▸ DATA FOR PROCESSING
+---+
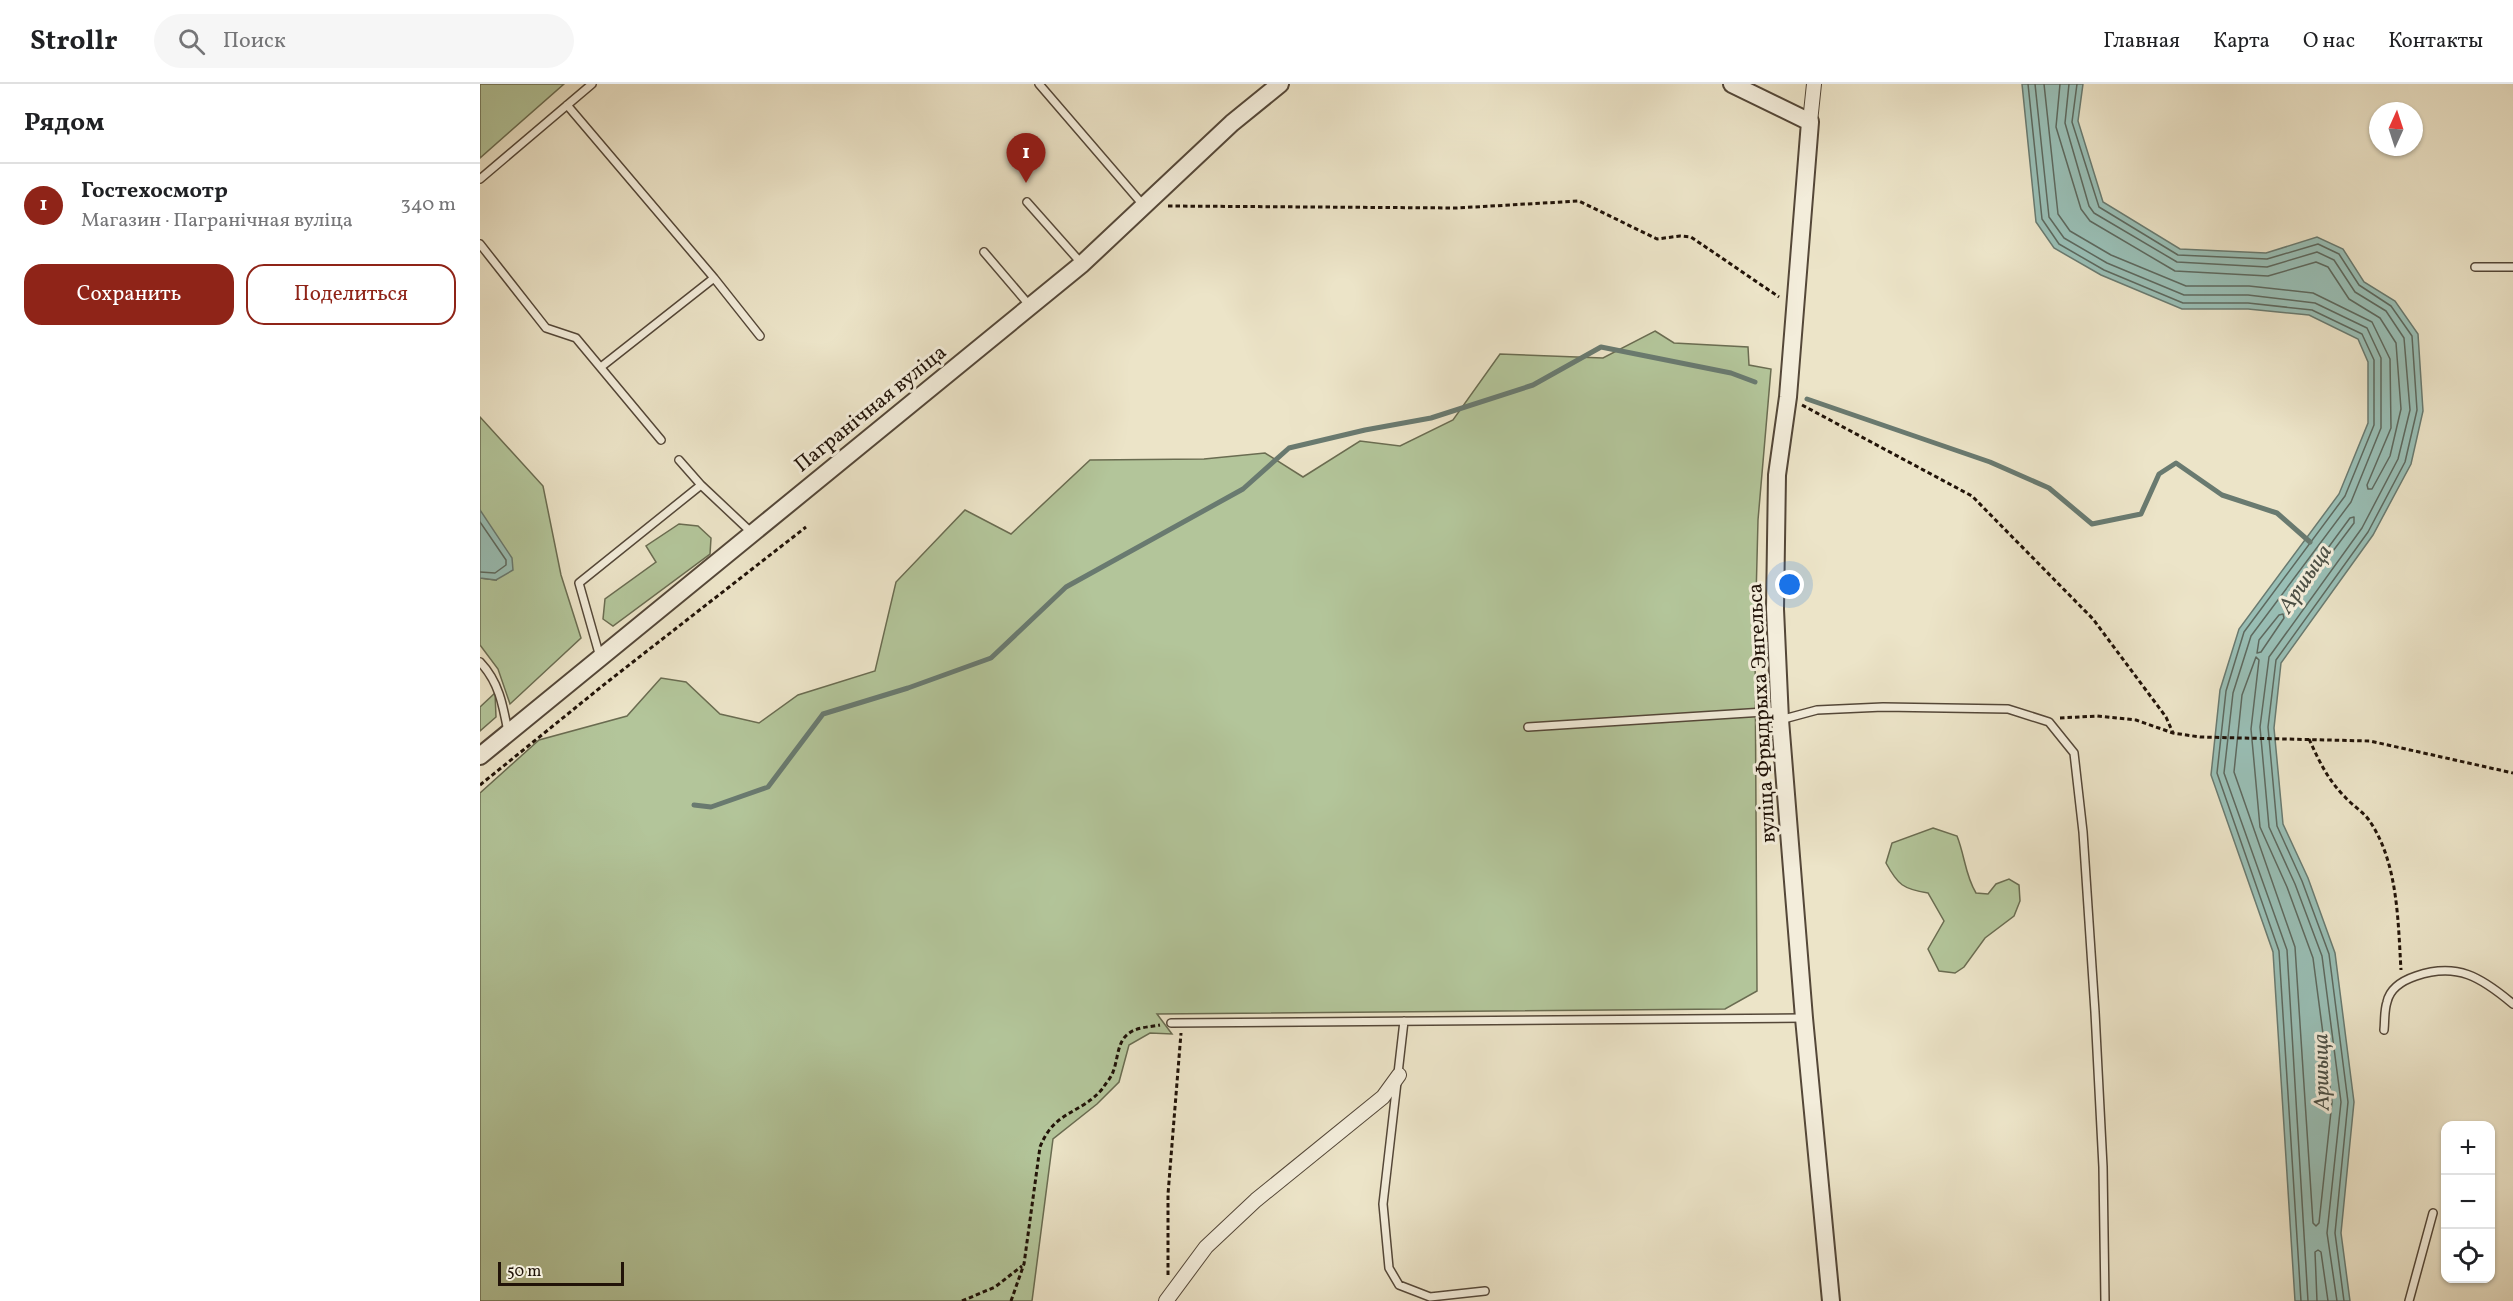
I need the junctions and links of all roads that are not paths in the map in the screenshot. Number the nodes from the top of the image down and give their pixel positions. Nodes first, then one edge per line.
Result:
1 (592, 84) edge
2 (1039, 84) edge
3 (1280, 84) edge
4 (1732, 84) edge
5 (1814, 84) edge
6 (567, 105) junction
7 (1810, 122) junction
8 (480, 179) edge
9 (1027, 202) dead end
10 (1144, 206) junction
11 (480, 244) edge
12 (984, 252) dead end
13 (1082, 264) junction
14 (2475, 267) dead end
15 (2513, 267) edge
16 (714, 278) junction
17 (1030, 306) junction
18 (760, 336) dead end
19 (601, 367) junction
20 (661, 440) dead end
21 (679, 460) dead end
22 (700, 485) junction
23 (753, 534) junction
24 (600, 657) junction
25 (480, 662) edge
26 (1780, 716) junction
27 (1528, 726) dead end
28 (508, 732) junction
29 (480, 756) edge
30 (2513, 1004) edge
31 (1804, 1018) junction
32 (1404, 1021) junction
33 (1171, 1023) road end
34 (2384, 1030) dead end
35 (1399, 1075) junction
36 (2433, 1213) dead end
37 (1485, 1291) dead end
38 (1166, 1301) edge
39 (1831, 1301) edge
40 (2105, 1301) edge
41 (2409, 1301) edge

1 - 6 lane
2 - 10 lane
3 - 10 street, Пагранічная вуліца
4 - 7 street
5 - 7 street
6 - 8 lane
6 - 16 lane
7 - 26 street, вуліца Фрыдрыха Энгельса
9 - 13 lane
10 - 13 street, Пагранічная вуліца
11 - 19 lane
12 - 17 lane
13 - 17 street, Пагранічная вуліца
14 - 15 lane
16 - 18 lane
16 - 19 lane
17 - 23 street, Пагранічная вуліца
19 - 20 lane
21 - 22 lane
22 - 23 lane
22 - 24 lane
23 - 24 street, Пагранічная вуліца
24 - 28 street, Пагранічная вуліца
25 - 28 lane
26 - 27 lane
26 - 31 street, вуліца Фрыдрыха Энгельса
26 - 40 lane
28 - 29 street, Пагранічная вуліца
30 - 34 lane
31 - 32 lane
31 - 39 street, вуліца Фрыдрыха Энгельса
32 - 33 lane
32 - 35 lane
35 - 37 lane
35 - 38 street
36 - 41 lane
+---+
Across all the records above, find each line with "Энгельса" in it and copy it.

▸ SOLVED PROBLEM
7 - 26 street, вуліца Фрыдрыха Энгельса
26 - 31 street, вуліца Фрыдрыха Энгельса
31 - 39 street, вуліца Фрыдрыха Энгельса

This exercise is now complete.